(Saved data entries)
..........

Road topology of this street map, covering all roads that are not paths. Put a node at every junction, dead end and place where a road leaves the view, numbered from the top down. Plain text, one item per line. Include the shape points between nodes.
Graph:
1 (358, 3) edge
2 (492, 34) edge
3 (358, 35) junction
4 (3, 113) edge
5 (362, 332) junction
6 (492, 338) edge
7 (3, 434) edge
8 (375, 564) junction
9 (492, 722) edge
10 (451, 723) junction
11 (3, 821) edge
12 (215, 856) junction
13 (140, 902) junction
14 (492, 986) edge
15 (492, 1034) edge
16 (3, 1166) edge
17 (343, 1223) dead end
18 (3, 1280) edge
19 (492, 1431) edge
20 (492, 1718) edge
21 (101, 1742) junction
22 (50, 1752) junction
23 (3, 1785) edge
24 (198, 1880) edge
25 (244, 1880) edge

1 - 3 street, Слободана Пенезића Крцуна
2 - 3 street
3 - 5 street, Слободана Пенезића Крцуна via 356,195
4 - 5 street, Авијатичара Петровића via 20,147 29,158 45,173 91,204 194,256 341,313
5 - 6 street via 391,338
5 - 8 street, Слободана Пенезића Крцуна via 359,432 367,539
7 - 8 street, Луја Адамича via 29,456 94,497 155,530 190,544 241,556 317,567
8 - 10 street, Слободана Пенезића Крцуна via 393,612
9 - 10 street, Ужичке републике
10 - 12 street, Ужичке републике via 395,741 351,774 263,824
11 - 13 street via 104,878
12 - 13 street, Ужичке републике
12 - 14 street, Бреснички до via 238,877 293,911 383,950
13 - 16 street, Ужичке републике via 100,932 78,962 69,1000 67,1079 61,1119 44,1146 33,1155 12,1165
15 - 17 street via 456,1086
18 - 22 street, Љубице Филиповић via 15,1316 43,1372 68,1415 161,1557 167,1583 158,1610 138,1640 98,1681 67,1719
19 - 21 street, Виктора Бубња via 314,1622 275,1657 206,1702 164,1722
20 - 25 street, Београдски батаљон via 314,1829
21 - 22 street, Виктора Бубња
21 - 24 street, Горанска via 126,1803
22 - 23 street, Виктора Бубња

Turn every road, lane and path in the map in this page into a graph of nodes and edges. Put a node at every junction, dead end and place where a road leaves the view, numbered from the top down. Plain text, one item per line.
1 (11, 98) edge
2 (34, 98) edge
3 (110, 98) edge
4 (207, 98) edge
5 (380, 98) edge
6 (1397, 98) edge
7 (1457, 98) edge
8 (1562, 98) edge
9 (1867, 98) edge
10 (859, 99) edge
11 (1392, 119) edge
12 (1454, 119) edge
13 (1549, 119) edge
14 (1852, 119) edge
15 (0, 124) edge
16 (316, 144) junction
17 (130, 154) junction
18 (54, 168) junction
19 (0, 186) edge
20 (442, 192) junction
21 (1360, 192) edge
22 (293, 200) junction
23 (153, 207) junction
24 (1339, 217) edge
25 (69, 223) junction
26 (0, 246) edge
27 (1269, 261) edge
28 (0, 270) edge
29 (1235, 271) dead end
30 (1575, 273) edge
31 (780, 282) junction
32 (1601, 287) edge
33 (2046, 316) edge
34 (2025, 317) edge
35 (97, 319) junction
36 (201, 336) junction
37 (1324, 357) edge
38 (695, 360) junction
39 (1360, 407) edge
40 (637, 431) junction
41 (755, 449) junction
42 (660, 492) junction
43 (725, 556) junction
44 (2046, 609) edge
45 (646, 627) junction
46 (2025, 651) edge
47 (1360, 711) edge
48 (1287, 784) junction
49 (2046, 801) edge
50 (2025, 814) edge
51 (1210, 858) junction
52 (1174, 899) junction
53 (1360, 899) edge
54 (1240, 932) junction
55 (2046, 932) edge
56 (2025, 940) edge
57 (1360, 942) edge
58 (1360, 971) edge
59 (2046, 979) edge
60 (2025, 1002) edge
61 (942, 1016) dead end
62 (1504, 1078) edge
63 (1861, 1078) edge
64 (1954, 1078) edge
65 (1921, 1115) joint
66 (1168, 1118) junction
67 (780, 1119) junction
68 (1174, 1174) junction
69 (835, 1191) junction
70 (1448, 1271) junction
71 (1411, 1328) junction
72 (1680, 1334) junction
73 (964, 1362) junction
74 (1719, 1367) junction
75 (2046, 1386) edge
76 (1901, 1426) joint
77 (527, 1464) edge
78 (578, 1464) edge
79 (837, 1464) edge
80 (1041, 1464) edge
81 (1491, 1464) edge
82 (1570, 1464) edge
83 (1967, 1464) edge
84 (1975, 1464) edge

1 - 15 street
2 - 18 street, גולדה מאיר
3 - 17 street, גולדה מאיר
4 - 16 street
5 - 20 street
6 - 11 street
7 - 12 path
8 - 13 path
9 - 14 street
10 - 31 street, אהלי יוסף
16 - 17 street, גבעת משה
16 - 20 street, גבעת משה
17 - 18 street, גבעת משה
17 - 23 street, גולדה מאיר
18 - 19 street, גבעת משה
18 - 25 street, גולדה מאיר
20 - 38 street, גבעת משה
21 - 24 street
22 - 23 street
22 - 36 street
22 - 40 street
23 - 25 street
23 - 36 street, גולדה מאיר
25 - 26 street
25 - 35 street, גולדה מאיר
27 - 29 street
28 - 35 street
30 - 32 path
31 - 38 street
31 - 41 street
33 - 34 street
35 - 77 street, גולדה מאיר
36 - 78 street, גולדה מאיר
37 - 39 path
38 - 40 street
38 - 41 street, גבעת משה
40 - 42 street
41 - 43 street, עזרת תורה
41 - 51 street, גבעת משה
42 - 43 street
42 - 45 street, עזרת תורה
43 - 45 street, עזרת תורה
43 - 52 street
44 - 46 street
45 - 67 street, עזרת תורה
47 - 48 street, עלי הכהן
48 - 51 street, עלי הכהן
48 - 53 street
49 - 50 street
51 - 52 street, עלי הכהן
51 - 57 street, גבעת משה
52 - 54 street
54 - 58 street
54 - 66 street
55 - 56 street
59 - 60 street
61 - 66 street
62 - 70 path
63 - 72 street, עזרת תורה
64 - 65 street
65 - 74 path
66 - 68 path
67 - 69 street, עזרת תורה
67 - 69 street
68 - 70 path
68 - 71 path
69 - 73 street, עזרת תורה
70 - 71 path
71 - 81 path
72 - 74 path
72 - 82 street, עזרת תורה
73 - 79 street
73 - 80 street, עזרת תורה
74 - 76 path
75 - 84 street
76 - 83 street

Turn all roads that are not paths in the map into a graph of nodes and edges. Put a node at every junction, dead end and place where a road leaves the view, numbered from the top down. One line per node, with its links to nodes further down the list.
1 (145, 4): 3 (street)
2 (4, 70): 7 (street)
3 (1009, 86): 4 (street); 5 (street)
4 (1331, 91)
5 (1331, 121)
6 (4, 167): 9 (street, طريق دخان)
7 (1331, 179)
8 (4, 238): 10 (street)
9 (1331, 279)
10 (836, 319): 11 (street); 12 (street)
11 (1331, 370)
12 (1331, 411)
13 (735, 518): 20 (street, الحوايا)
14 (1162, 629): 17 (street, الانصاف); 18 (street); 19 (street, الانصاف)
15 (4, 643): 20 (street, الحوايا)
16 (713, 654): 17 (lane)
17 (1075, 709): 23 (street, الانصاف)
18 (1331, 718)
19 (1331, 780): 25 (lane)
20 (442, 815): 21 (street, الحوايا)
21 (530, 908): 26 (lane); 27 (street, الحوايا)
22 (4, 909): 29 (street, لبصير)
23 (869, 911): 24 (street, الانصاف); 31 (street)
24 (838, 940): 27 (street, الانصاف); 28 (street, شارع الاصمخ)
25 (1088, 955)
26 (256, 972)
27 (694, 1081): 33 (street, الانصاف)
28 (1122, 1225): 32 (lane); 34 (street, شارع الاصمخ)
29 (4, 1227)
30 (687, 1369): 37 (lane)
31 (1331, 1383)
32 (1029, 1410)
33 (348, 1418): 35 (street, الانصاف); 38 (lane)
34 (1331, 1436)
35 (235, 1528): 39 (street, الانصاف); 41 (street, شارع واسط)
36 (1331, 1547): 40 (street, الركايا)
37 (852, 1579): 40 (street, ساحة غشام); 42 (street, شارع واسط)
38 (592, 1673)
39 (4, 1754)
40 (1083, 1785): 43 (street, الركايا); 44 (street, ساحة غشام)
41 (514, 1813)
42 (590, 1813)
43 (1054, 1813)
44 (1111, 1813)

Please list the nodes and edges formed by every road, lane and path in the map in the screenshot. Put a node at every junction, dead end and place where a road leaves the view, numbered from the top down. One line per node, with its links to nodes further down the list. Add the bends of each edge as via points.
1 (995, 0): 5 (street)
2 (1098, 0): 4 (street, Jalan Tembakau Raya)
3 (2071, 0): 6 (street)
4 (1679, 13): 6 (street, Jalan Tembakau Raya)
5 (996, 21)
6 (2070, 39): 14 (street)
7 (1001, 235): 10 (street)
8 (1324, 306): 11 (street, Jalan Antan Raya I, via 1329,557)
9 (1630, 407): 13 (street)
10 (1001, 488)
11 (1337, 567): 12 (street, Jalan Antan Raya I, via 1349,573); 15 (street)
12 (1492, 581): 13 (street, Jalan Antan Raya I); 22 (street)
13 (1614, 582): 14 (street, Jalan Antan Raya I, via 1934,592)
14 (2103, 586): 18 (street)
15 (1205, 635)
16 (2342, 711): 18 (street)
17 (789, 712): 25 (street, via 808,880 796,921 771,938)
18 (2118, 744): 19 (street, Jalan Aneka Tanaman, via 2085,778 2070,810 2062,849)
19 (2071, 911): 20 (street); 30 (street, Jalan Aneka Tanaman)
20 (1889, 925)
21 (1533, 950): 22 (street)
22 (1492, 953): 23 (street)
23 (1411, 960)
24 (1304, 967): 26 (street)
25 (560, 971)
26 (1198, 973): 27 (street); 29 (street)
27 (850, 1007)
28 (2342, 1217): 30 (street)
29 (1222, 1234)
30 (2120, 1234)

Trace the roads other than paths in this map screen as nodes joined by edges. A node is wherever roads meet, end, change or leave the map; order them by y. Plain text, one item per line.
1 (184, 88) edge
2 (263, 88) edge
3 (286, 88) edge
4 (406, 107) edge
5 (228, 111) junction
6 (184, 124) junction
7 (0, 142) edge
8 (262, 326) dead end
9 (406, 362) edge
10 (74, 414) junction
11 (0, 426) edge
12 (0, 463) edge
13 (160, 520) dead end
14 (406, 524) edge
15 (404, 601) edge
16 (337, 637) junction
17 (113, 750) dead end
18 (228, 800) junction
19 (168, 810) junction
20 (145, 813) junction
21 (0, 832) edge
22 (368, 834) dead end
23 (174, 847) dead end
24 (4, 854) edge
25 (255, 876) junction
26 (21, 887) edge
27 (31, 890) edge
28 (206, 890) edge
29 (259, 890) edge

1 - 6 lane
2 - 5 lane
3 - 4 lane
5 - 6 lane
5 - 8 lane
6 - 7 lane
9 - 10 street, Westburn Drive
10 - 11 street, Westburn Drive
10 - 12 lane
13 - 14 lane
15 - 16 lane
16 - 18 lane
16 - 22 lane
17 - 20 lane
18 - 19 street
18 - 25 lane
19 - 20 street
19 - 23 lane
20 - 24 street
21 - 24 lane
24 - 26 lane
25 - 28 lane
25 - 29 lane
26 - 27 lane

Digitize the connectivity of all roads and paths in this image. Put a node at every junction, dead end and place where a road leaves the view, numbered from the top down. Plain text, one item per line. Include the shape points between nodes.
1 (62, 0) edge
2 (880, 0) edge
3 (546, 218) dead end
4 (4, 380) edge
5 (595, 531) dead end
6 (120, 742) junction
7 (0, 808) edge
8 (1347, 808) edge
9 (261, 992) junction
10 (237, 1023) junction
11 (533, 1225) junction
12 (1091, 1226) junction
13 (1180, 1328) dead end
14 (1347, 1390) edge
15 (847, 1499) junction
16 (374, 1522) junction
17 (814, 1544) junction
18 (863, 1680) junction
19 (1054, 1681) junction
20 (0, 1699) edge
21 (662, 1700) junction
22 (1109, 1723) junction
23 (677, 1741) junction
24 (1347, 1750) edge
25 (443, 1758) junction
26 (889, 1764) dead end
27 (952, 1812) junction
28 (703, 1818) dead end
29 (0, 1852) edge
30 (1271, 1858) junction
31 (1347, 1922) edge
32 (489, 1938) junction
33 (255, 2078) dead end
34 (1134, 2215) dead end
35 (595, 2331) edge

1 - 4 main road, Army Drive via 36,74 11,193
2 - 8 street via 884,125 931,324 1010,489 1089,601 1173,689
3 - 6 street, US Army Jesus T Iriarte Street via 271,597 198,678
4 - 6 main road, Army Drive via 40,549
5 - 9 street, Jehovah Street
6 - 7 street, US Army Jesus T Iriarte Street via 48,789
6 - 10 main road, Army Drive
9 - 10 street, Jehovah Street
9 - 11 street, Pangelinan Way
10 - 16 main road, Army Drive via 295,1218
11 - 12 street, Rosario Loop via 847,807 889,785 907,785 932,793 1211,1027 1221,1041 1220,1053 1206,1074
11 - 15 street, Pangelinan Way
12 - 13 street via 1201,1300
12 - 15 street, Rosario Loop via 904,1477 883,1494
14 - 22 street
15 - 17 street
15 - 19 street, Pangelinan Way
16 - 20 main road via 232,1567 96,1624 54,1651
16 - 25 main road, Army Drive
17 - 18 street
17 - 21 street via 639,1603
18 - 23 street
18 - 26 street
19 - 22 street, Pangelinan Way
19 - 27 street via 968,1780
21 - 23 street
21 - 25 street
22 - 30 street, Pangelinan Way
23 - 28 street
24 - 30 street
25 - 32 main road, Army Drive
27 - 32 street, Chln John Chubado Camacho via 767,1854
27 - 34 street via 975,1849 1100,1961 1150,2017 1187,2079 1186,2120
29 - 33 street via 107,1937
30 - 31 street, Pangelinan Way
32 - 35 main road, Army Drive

..........

● **Task statement**: Your answer should consist of the lines above that hold the word "الركايا".

● **Problem solution**:
36 (1331, 1547): 40 (street, الركايا)
40 (1083, 1785): 43 (street, الركايا); 44 (street, ساحة غشام)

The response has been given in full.